What needs to be done = Show each line from the records below in which the word "tunnel" occurs.

Given data =
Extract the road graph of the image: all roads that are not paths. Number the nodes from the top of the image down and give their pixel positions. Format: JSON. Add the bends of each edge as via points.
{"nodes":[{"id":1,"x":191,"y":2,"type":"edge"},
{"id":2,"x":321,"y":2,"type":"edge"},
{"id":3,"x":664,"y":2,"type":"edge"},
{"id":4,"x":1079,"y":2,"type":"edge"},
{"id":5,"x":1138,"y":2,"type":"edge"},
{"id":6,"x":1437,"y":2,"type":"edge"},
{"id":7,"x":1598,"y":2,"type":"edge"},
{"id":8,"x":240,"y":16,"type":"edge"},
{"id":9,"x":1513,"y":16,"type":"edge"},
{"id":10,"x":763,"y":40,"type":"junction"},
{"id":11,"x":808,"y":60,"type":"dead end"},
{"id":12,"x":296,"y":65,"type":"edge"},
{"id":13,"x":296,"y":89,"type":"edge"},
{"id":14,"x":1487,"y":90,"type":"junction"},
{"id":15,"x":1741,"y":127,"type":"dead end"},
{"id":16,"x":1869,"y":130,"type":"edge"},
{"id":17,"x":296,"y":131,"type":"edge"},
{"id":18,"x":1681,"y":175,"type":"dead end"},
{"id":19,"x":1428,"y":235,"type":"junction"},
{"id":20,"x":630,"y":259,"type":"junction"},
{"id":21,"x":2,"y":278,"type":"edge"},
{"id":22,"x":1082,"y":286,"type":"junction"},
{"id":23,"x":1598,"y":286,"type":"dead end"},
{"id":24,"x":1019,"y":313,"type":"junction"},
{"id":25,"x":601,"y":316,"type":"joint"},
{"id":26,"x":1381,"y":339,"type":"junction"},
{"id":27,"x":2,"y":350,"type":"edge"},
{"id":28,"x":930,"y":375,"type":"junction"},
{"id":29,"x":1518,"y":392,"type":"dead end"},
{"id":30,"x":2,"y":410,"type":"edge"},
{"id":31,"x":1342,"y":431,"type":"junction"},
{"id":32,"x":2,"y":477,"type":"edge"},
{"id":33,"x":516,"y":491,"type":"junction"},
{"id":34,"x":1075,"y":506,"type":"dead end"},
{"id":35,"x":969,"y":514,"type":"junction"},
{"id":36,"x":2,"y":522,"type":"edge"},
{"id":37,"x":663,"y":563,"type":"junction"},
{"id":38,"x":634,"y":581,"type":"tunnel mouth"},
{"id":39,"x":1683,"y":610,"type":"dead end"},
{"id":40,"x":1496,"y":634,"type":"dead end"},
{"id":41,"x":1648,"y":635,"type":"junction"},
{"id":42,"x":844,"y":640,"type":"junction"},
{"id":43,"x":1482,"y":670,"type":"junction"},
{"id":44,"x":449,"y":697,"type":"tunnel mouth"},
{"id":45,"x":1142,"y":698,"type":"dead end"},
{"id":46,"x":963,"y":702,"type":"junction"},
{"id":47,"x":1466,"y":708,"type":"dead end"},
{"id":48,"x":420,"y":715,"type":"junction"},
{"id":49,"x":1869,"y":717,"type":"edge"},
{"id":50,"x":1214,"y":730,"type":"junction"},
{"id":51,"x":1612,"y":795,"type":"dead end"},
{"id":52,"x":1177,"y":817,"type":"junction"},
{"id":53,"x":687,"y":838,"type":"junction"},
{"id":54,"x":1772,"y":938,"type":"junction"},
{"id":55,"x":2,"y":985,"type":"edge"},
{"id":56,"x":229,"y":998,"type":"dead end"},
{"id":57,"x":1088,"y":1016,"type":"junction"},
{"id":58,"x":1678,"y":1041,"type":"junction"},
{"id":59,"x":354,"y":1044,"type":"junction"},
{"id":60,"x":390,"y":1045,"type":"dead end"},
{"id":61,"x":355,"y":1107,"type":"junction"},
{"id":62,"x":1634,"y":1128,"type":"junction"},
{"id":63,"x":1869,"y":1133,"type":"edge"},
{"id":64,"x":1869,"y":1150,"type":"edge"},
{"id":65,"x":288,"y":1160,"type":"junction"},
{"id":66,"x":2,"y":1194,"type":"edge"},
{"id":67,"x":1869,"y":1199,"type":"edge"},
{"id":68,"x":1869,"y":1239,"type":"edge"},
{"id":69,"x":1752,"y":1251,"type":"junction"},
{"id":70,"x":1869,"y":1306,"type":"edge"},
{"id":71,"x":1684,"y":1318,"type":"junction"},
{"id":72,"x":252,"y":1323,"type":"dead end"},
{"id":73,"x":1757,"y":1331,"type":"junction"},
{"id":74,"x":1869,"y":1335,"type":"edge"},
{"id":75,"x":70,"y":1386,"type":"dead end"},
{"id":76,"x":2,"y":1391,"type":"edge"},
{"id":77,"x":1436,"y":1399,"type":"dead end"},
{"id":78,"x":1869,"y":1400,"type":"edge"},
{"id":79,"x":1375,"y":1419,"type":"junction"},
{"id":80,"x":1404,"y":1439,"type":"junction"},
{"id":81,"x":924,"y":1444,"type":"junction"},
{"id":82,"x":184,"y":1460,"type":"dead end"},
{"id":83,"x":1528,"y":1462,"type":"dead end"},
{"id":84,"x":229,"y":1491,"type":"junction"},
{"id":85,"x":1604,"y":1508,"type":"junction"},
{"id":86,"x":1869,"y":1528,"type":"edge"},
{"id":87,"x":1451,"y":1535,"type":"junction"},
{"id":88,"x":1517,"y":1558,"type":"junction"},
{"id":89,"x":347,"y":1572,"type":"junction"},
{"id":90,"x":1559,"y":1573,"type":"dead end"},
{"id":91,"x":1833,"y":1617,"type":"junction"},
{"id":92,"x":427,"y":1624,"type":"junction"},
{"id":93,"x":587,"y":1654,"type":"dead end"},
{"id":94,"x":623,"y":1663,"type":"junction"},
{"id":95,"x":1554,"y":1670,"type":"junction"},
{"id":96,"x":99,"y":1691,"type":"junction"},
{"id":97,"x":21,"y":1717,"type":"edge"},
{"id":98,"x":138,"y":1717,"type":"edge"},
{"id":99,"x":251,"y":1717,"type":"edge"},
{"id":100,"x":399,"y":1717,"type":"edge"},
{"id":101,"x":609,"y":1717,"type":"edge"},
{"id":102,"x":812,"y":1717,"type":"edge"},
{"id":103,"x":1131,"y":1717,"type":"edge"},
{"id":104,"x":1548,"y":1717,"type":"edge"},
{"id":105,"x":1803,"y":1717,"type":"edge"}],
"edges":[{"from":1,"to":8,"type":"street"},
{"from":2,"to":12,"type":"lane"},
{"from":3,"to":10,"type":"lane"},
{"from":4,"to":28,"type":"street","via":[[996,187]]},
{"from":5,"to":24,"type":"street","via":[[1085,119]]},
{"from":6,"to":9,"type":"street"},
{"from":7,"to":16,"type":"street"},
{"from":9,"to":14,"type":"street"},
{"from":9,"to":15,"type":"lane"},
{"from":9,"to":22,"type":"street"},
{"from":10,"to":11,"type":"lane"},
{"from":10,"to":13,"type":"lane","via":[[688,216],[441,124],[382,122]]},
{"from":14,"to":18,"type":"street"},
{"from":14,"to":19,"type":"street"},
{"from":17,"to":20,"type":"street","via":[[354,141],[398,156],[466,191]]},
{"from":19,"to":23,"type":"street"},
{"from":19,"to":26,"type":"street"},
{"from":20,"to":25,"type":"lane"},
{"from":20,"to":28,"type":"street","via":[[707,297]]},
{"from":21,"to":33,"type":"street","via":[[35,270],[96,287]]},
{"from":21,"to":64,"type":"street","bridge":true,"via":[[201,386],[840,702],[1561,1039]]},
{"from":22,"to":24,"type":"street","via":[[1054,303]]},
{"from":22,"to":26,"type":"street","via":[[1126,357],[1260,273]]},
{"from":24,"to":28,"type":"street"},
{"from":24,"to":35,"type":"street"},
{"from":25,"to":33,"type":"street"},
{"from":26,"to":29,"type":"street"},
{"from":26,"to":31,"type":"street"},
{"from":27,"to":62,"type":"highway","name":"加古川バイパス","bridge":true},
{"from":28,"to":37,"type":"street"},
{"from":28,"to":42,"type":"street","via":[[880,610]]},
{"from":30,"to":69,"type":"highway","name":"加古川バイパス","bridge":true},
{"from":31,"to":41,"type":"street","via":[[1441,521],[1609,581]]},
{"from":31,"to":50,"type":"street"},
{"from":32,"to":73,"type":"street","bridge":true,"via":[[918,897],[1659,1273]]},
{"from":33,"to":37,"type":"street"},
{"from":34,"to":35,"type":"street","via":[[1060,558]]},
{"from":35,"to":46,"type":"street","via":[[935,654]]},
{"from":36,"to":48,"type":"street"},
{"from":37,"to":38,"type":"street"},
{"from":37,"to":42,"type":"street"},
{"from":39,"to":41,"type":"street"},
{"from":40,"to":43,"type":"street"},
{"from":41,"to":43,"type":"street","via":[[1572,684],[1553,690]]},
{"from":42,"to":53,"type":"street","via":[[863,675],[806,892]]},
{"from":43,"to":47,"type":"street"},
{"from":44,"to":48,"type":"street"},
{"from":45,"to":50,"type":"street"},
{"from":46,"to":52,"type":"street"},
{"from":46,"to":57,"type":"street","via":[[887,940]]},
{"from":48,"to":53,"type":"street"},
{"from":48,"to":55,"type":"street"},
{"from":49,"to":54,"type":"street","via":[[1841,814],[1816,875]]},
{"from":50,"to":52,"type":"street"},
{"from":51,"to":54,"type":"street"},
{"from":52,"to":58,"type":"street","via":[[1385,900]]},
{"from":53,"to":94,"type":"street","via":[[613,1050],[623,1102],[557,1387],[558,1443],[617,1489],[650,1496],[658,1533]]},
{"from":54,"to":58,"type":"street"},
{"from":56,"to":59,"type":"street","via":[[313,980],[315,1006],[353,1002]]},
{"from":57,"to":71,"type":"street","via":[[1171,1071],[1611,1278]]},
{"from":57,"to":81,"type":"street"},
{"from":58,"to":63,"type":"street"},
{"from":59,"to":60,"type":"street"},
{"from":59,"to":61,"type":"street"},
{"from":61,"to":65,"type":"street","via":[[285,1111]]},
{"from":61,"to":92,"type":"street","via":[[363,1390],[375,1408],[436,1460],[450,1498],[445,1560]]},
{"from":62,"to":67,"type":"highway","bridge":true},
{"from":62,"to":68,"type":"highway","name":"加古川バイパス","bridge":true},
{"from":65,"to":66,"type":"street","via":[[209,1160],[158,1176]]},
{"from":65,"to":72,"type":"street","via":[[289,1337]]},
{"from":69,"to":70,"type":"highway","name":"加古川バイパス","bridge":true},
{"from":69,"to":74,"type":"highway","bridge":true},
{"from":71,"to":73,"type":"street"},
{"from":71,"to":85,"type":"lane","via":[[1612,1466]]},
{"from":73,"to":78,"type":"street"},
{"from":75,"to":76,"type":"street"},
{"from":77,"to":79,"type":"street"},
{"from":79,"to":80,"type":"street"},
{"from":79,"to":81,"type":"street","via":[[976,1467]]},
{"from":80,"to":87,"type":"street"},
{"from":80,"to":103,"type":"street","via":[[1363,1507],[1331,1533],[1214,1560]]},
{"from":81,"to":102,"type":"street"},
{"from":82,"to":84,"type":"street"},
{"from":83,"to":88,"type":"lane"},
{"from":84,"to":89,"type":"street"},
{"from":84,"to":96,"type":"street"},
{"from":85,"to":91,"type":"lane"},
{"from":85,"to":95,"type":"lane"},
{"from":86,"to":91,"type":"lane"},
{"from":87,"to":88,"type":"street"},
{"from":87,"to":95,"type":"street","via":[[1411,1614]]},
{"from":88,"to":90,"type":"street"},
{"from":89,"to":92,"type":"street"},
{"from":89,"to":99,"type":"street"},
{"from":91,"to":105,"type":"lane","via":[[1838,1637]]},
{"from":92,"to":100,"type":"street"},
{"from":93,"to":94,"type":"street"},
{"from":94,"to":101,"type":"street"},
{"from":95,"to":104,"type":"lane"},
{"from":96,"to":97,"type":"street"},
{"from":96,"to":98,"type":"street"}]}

Answer =
{"id":38,"x":634,"y":581,"type":"tunnel mouth"},
{"id":44,"x":449,"y":697,"type":"tunnel mouth"},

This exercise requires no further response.